Il pedagogista e storico Pierre de Coubertin sosteneva che “lo sport va a cercare la paura per dominarla, la fatica per trionfarne, la difficoltà per vincerla”. In questa prospettiva, lo sport si può benissimo intendere nell’accezione di puro antagonismo e capacità di rivalsa.
Al giorno d’oggi, però, oltre che fenomeno ludico, lo sport abbraccia nella sua unicità l’ambito culturale, economico e politico. Un calciatore, un giocare di basket, un pallavolista o una tennista non sono più semplici concorrenti ma si fanno portavoce di valori e identità che prescindono dalla mera competizione.
Abbiamo tutti in mente l’intervista in cui Lebron James accusa il presidente americano, Donald Trump, di aver aumentato le tensioni raziali; o, ancora, le immagini della tennista americana Serena Williams che porta avanti rivendicazioni femministe contro l’arbitro Ramos nella finale degli Us Open 2018 persa per un game. Ma da quando gli sportivi e, in particolare, i grandi campioni non sono più solo icone del loro sport ma modelli e personalità impegnate in qualsiasi campo del sociale?
Di questo si è parlato in un convegno intitolato “La cultura dello sport e del giornalismo in America”, organizzato dai giovani del gruppo Studenti Indipendenti dell’università di Bari. All’incontro sono intervenuti Sabino Di Chio, sociologo della cultura digitale, Riccardo Pratesi, cronista negli Stati Uniti per la Gazzetta dello Sport e autore del libro “30 su 30”, e Davide Chinellato, caporedattore della Gazzetta dello sport nella sezione NBA.

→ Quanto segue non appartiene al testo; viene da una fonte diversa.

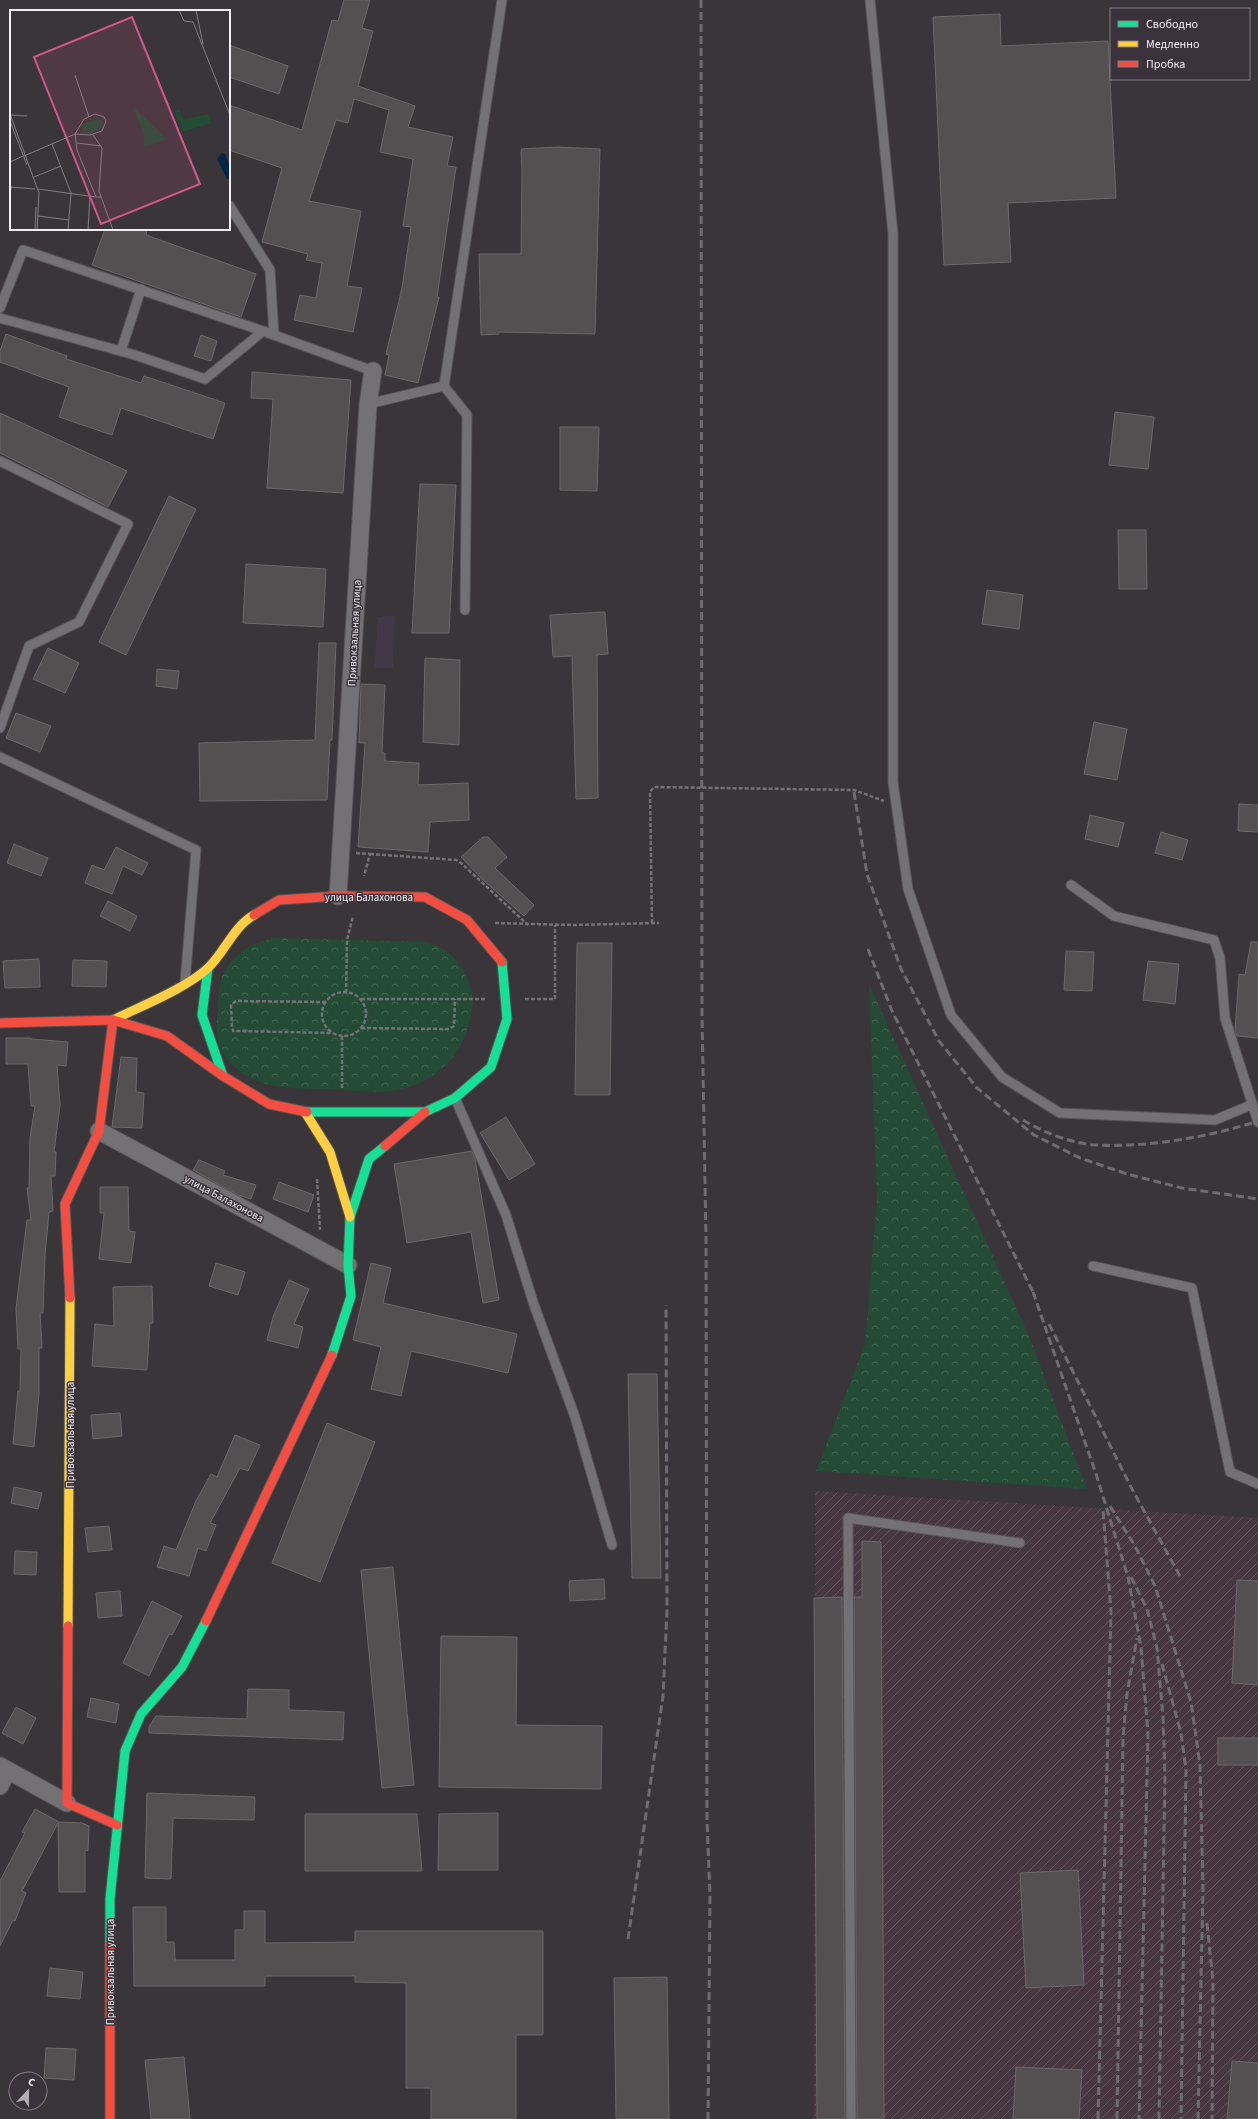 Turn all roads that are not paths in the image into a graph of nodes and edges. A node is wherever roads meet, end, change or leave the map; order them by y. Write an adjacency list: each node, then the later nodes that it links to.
1 (502, 0): 11 (lane)
2 (870, 0): 25 (lane)
3 (230, 207): 8 (lane)
4 (141, 290): 5 (lane); 7 (lane); 9 (lane)
5 (0, 308)
6 (0, 318): 9 (lane)
7 (263, 331): 8 (lane); 9 (lane)
8 (274, 334): 10 (lane)
9 (121, 350)
10 (373, 371): 12 (street, Привокзальная улица)
11 (444, 386): 12 (lane); 14 (lane)
12 (368, 404): 18 (street, Привокзальная улица)
13 (0, 461): 15 (lane)
14 (465, 610)
15 (0, 728)
16 (0, 757): 20 (lane)
17 (1071, 884): 25 (lane)
18 (338, 896): 19 (street, улица Балахонова); 24 (street, улица Балахонова)
19 (208, 968): 20 (street, улица Балахонова); 23 (street)
20 (185, 984): 21 (street, улица Балахонова)
21 (113, 1020): 22 (street, улица Балахонова); 23 (street, улица Балахонова); 29 (street, Привокзальная улица)
22 (0, 1023)
23 (223, 1076): 26 (street, улица Балахонова)
24 (455, 1098): 27 (street, улица Балахонова); 35 (lane)
25 (1251, 1105): 28 (lane)
26 (305, 1112): 27 (street, улица Балахонова); 30 (street, Привокзальная улица)
27 (425, 1112): 30 (street, Привокзальная улица)
28 (1258, 1122)
29 (99, 1131): 31 (street, улица Балахонова); 38 (street, Привокзальная улица)
30 (350, 1217): 31 (street, Привокзальная улица)
31 (348, 1265): 39 (street, Привокзальная улица)
32 (1093, 1266): 33 (lane)
33 (1258, 1484)
34 (1020, 1543): 41 (lane)
35 (612, 1545)
36 (4, 1769): 37 (street); 38 (street)
37 (0, 1786)
38 (67, 1803): 39 (street)
39 (117, 1825): 40 (street, Привокзальная улица)
40 (110, 2119)
41 (851, 2119)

Il dibattito ha preso le mosse da un confronto tra la situazione italiana e quella americana degli anni 90’: se in Italia il racconto del calcio lasciava spazio ai commenti ironici della Gialappa’s, in America la telecronaca delle partite del campionato dell’NBA raggiungeva livelli di spettacolarizzazione notevolissimi. I giocatori non erano più solo sportivi ma vere e proprie icone pop: se pensiamo, ad esempio, a Michael Jordan, che recita nel film Space Jam.
L’atleta diventa così un divo, con un significativo cambiamento della visuale dello sport, come si è verificato negli Stati Uniti. Si assiste a un vero e proprio incontro tra sport e spettacolo, con l’effetto che il risultato diventa più importante dell’azione e il singolo giocatore risulta più determinante della squadra. Il fenomeno dell’idolatria del singolo, dall’America si diffonde nel mondo dello sport europeo: pensiamo, ad esempio, a quanto sia importante un pallone d’oro per giocatori come Messi, Ronaldo e Luka Modric.

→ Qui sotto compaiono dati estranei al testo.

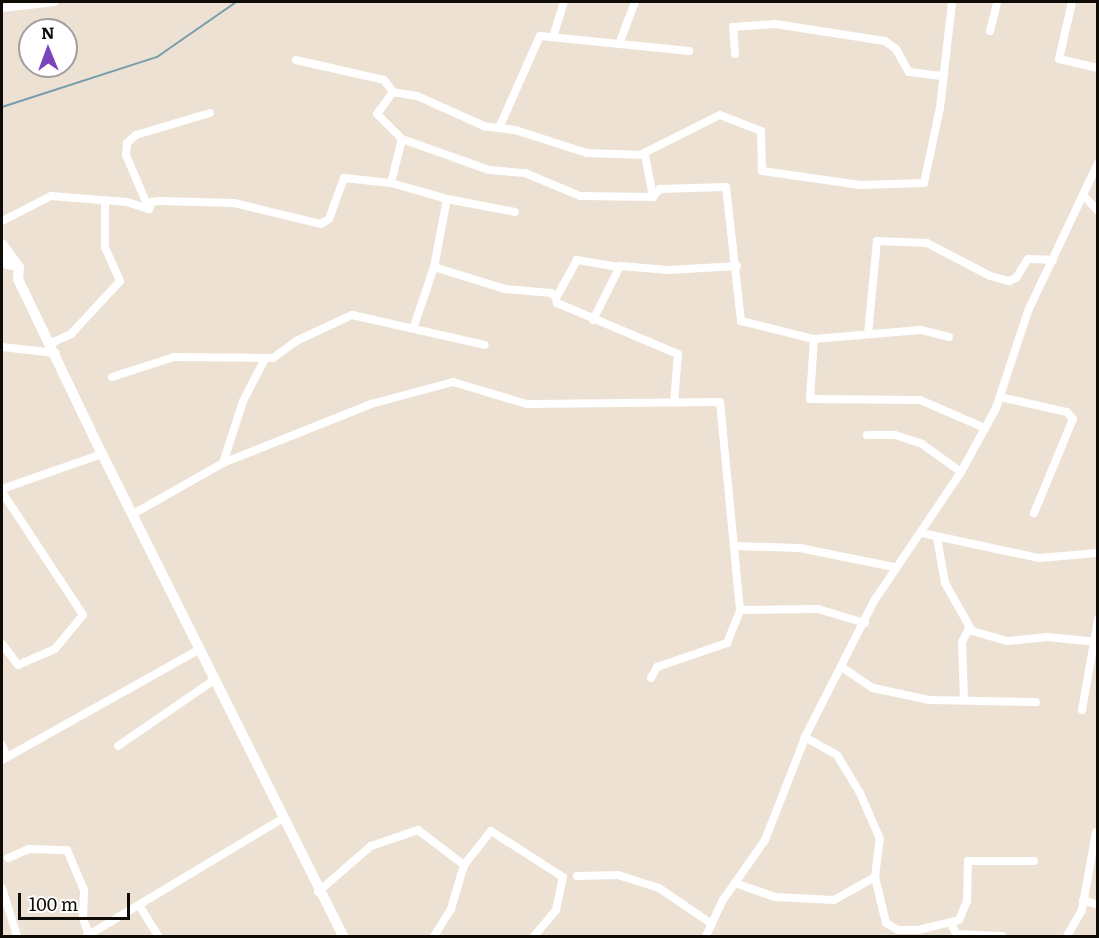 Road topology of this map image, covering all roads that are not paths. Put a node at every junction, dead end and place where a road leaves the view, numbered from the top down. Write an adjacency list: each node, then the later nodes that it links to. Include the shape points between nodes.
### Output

Viviamo, dunque, in un’era in cui il business conta più della passione per lo sport. Per un tifoso diventa più importante tifare per l’atleta piuttosto che per la squadra. Riprendendo il panorama americano, però, ci accorgiamo che avere successo negli Usa attraverso lo sport può essere motivo di riscatto e, dunque, produrre un forte impatto sociale: per un giocatore NBA di colore come Lebron James, nato in una città ghetto, il basket diventa l’occasione imperdibile per salire la scala sociale in un paese in cui le istanze razziali risultano ancora molto forti.
Anche l’Italia si è adeguata al processo di spettacolarizzazione del singolo atleta e del racconto sportivo: l’ultimo colpo di mercato della Juventus spiega come l’acquisto di Cristiano Ronaldo abbia comportato non solo una crescita a livello tattico ma anche societario ed economico. Se prima contava l’intesa della squadra, oggi è il singolo giocatore a fare la differenza.